Exercise requirements
Every line of the material below in which "Fargʻona" shows up is to be located and copied.

Extracted entries

════

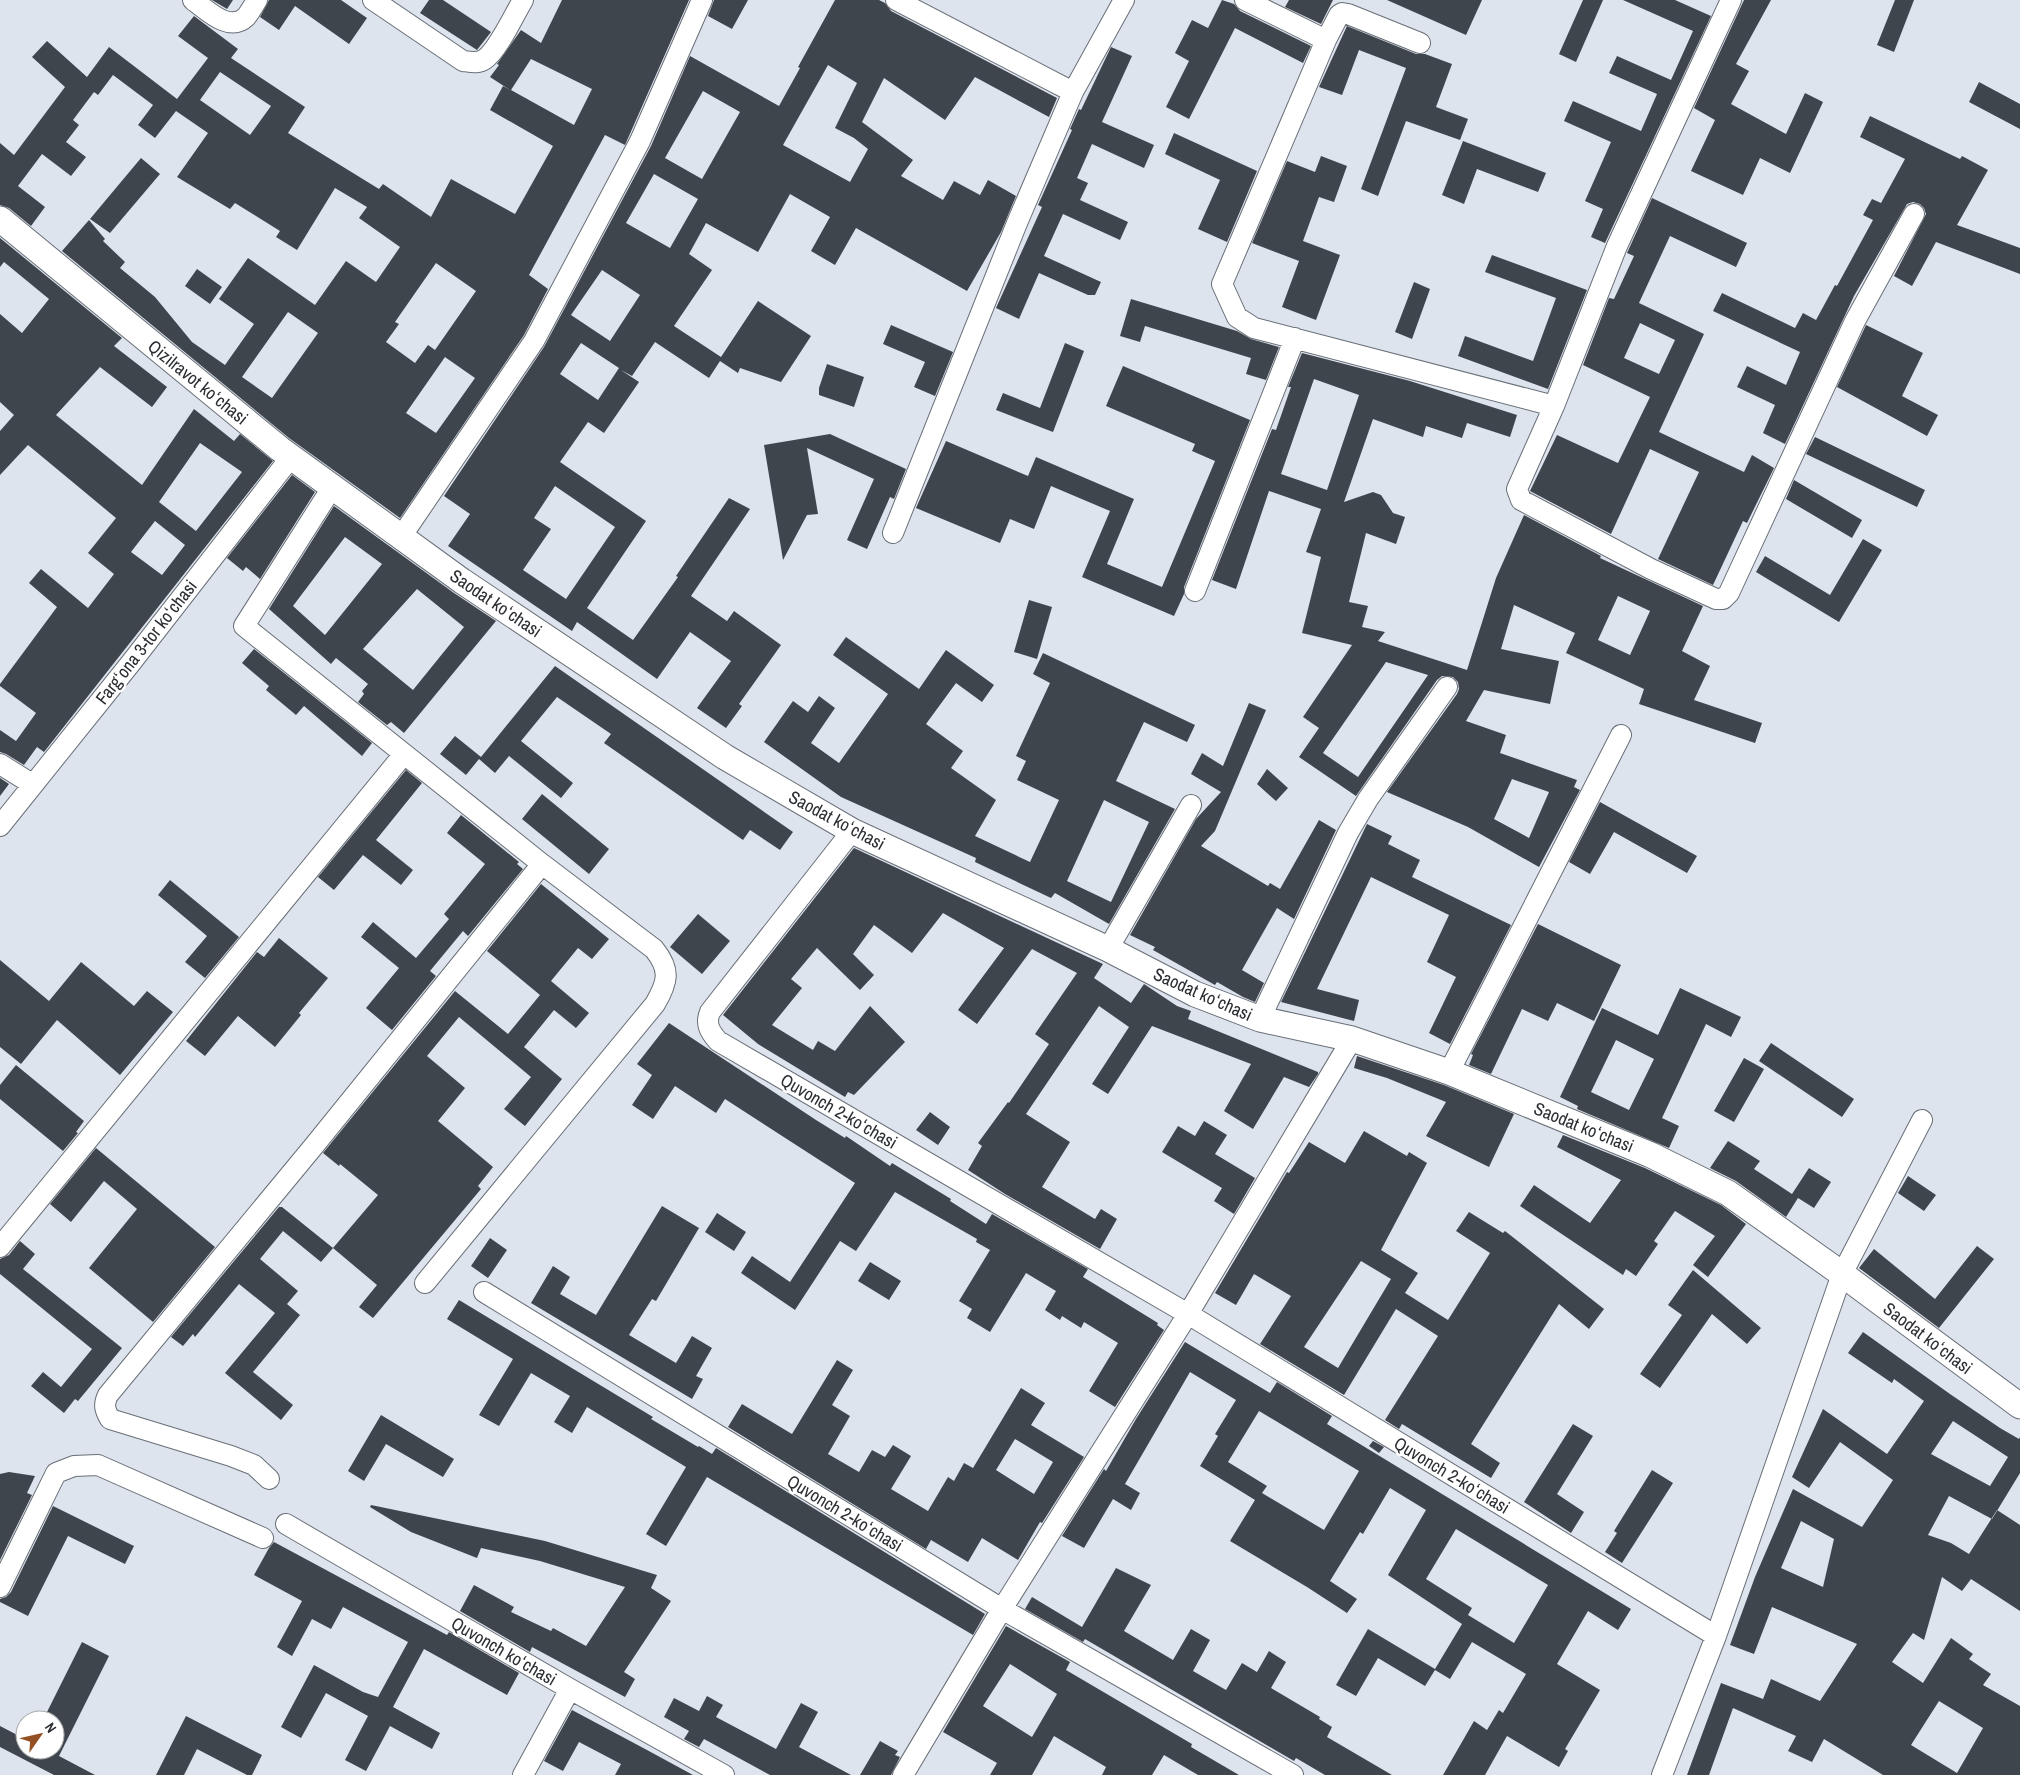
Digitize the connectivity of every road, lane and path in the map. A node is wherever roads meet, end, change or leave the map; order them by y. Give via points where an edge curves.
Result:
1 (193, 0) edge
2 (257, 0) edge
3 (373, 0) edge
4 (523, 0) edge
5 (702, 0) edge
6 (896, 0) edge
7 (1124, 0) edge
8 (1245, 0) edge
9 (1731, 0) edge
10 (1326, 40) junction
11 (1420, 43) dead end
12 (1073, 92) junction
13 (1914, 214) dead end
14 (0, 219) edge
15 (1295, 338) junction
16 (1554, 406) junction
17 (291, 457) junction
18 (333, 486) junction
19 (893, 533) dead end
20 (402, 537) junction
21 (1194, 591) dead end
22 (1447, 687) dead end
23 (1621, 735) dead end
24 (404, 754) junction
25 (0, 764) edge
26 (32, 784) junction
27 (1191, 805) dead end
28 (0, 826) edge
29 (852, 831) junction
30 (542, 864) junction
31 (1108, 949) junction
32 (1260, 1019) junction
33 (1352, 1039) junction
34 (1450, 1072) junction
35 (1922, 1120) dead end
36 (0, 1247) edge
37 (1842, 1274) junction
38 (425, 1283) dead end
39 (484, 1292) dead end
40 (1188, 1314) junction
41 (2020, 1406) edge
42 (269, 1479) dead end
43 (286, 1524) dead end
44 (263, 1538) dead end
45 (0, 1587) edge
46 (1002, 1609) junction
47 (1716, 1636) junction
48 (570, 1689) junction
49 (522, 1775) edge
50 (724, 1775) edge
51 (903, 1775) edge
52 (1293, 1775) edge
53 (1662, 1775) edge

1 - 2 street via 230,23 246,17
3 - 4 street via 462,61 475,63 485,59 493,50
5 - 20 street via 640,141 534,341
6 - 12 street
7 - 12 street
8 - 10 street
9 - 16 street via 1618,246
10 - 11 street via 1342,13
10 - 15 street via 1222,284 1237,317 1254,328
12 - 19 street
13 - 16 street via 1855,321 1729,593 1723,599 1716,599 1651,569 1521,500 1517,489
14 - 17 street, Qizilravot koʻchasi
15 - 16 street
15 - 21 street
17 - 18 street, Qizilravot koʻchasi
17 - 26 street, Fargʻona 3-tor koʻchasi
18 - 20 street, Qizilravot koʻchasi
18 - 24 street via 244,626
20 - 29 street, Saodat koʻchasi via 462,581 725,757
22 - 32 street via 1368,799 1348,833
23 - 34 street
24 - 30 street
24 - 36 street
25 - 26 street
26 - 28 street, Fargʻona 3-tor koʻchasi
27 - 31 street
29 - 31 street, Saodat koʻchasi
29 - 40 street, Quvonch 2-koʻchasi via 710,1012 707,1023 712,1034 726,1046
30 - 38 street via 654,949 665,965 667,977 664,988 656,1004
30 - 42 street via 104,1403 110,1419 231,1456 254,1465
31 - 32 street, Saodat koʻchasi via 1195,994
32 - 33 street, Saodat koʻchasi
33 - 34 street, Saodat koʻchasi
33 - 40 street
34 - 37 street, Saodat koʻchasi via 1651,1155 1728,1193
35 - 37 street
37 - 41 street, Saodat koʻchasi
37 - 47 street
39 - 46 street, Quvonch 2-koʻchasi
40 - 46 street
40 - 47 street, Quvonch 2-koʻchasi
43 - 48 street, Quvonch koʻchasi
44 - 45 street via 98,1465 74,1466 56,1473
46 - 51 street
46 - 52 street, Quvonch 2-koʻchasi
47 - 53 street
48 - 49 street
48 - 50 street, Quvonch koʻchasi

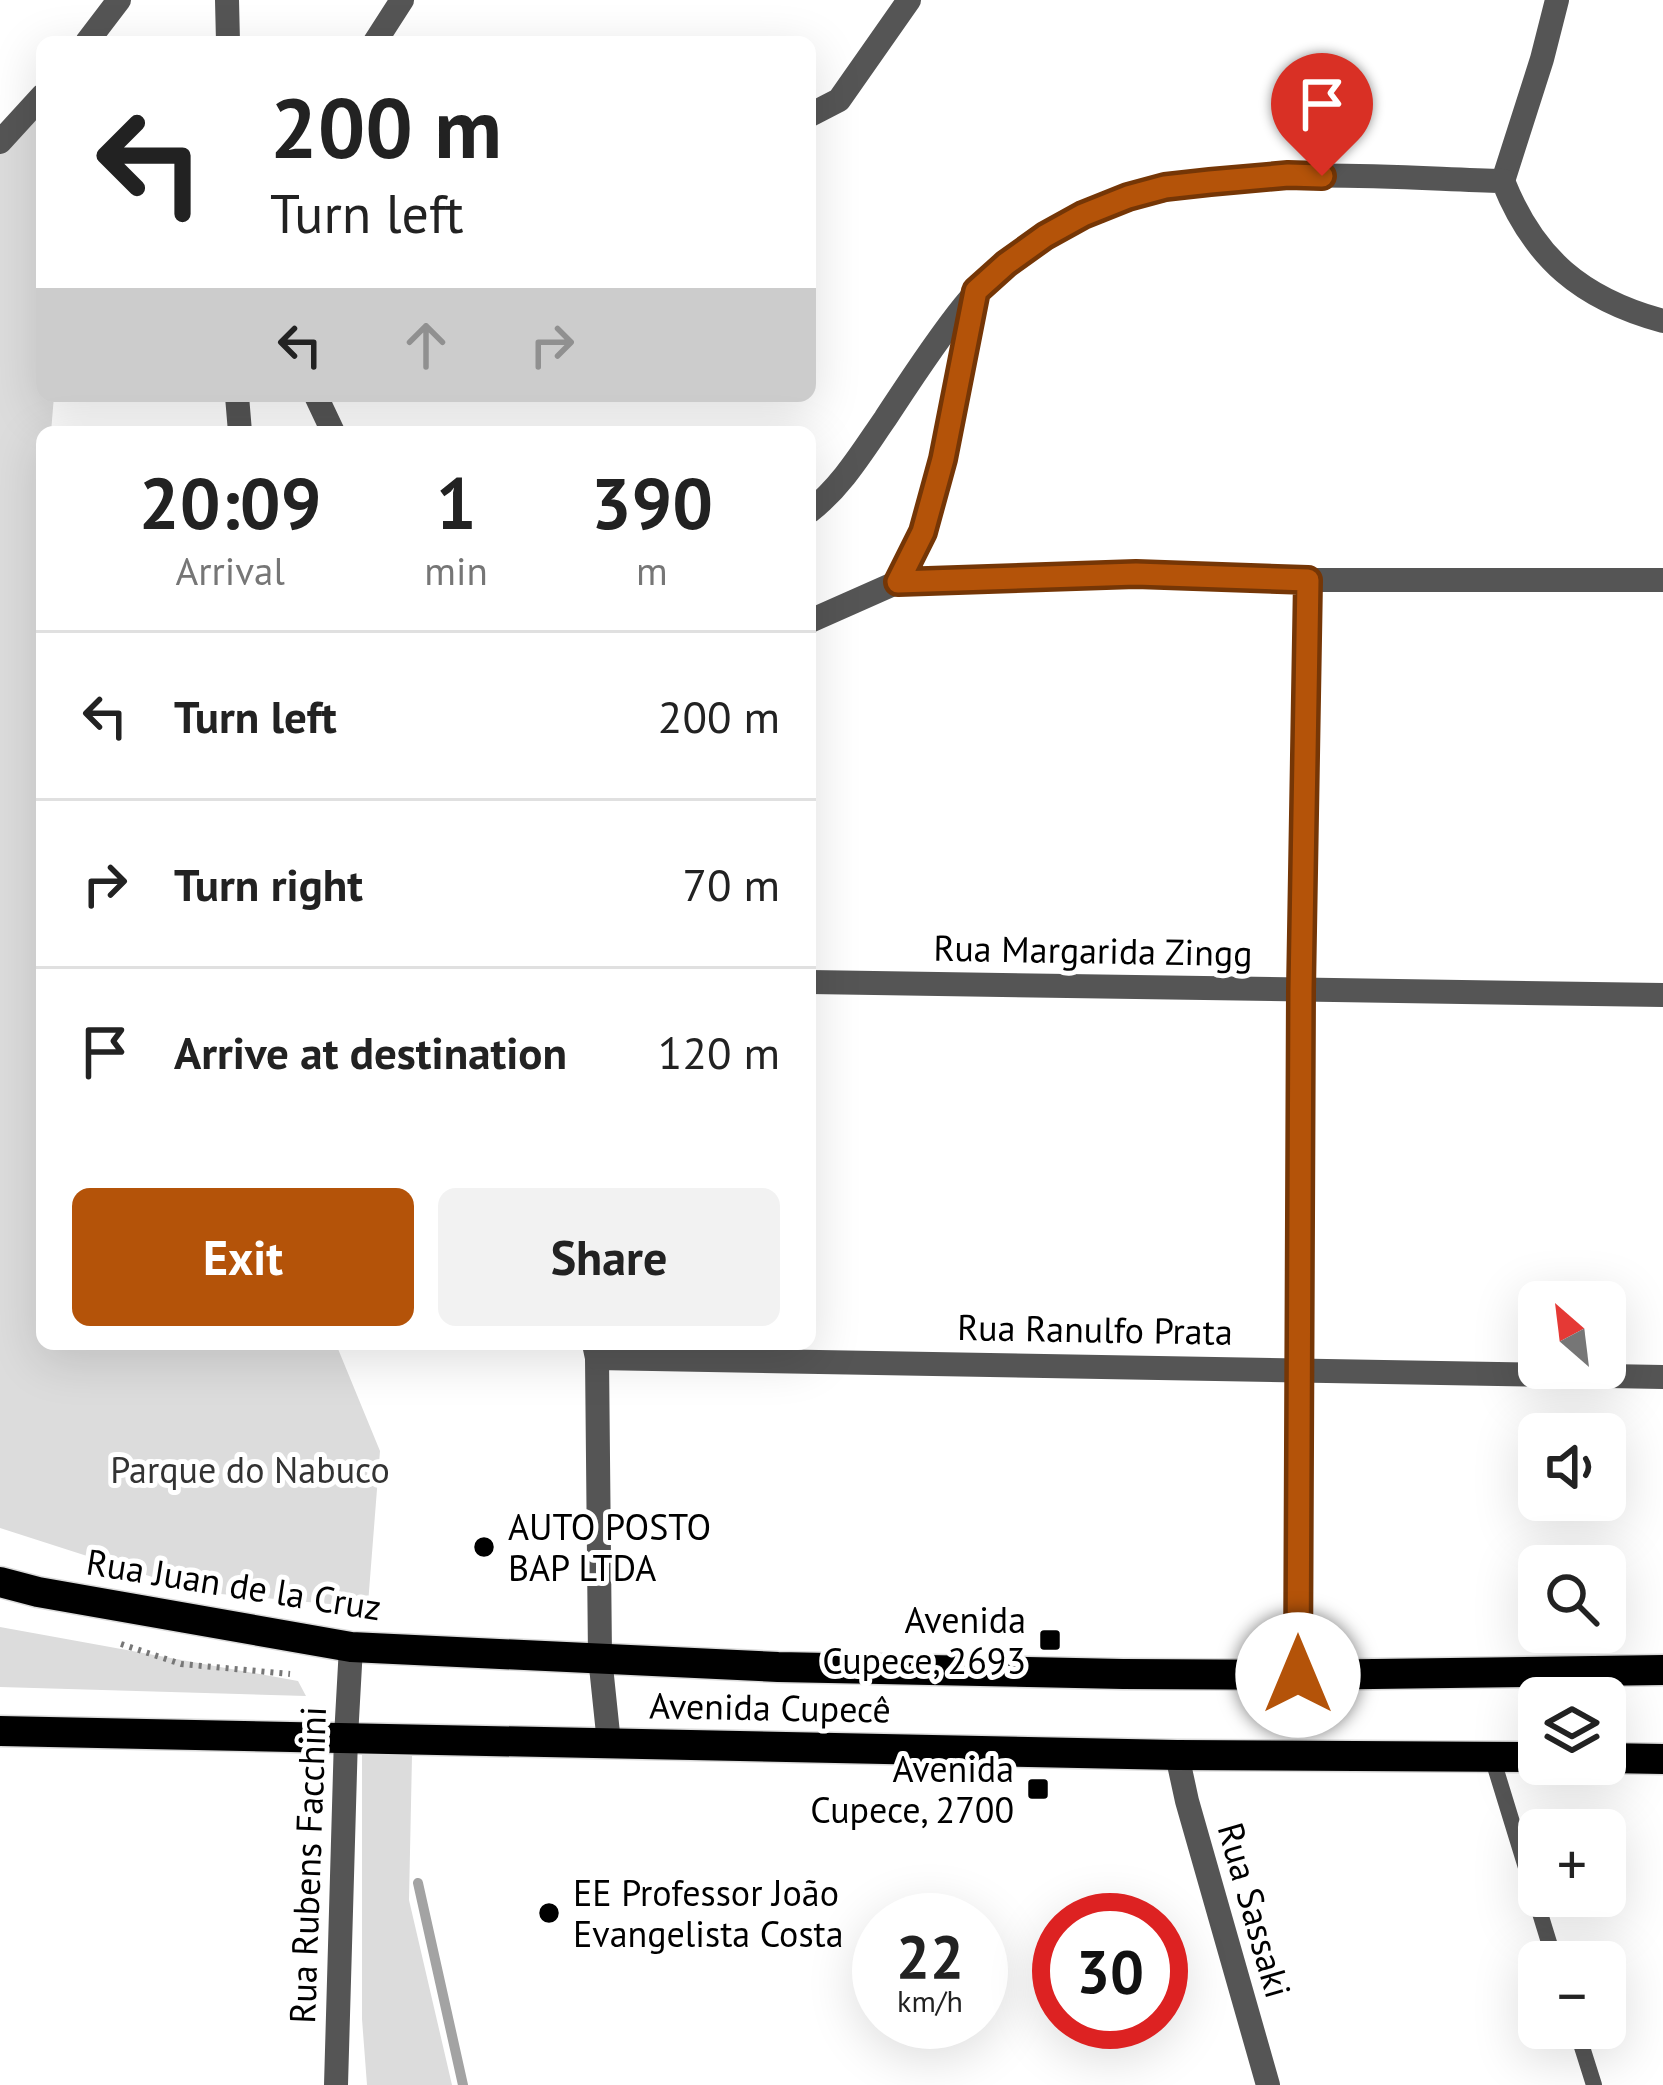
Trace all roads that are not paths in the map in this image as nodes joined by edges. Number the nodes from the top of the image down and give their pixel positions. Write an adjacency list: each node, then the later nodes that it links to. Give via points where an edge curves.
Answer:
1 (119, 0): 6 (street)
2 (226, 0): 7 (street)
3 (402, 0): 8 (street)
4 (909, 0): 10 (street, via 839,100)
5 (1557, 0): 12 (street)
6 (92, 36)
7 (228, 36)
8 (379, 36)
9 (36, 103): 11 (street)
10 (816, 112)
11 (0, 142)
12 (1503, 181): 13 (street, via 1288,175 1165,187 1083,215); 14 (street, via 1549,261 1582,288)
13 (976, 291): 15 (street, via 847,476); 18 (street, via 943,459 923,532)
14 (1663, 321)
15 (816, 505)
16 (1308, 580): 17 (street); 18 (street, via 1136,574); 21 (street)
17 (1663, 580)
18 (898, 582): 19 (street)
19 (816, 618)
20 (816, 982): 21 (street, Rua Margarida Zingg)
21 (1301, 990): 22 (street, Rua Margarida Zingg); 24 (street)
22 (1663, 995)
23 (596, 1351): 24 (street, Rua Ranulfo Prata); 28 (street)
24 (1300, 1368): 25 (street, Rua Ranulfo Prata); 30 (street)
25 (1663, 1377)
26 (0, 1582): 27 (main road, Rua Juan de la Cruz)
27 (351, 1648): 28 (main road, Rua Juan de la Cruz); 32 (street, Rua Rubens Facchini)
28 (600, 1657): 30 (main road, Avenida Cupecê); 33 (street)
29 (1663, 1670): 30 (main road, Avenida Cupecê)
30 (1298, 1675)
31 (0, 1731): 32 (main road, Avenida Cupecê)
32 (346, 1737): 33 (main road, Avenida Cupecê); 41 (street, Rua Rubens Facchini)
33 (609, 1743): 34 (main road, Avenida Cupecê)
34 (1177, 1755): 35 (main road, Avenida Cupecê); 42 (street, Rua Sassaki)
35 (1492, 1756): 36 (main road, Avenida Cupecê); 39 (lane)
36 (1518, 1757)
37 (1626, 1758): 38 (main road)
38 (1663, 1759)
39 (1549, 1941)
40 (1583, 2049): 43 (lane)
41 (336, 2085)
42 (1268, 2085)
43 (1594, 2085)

════

Task answer
17 - 26 street, Fargʻona 3-tor koʻchasi
26 - 28 street, Fargʻona 3-tor koʻchasi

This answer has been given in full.